Vegas, meanwhile, continues to be one of the great stories of the NHL season. The expansion Golden Knights are all the way to the conference finals after finishing off San Jose in Game 6 Sunday.

Plenty of players have had a role in their surprising success, with Haula and Tuch chief among them. The speedy Haula had 29 regular-season goals (second on the team) and has six points in the playoffs, while the 6-4 Tuch had 15 goals in the regular season and has four more in the playoffs.

The success of Vegas, and those two players in particular, has not been lost on Wild fans — leaving room for second-guessing.

The problem is, I'm not sure what else Fletcher could have done differently in the moment. His subsequent trade of defenseman Marco Scandella and Jason Pominville to Buffalo for Marcus Foligno and Tyler Ennis still left the Wild with four established defensemen and freed up more than $2 million in cap space (after re-signing Foligno).

Fletcher was forced into that unfavorable salary situation in part because of the questionable Pominville contract but also because a lot of productive young players who had helped the Wild reach the playoffs five years in a row (at the time, now six years in a row) were due to get paid.

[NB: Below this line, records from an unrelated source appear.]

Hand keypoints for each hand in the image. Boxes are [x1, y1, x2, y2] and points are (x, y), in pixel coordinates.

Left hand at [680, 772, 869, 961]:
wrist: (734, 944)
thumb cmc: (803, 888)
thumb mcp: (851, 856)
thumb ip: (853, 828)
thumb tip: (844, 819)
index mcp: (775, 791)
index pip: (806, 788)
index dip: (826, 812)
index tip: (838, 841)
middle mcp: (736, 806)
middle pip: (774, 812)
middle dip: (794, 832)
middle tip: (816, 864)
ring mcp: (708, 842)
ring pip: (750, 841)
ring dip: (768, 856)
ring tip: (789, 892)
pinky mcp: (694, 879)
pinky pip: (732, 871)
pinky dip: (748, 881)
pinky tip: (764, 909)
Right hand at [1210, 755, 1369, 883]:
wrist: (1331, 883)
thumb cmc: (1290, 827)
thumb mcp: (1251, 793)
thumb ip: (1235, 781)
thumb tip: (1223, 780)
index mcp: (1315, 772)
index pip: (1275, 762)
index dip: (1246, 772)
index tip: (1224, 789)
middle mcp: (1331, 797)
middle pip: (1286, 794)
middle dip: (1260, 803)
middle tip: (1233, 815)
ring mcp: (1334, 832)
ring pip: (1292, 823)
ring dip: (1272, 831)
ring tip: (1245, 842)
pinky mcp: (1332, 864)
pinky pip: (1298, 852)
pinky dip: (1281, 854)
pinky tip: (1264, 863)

But what if there wasn't expansion at all? How would the Wild roster have looked this year without the existence of Vegas? It's fun — or torturous, from a different perspective — to think how the Wild might have looked with Haula and Tuch on the ice this past season.

But even without expansion, the Wild would have been hard-pressed against the cap and probably would have needed to trade the rights to Haula — a restricted free agent who was one year from unrestricted free agency.

And the Wild still probably would have needed to make the type of deal they made with Buffalo to free up even more space.

Maybe Fletcher undervalued Haula and Tuch, but sometimes deals are made for the right reasons and they just don't work out.

It sure worked out for Vegas, which is just four wins away from playing for a championship in its first season and already has advanced deeper in the playoffs than any of Fletcher's teams did.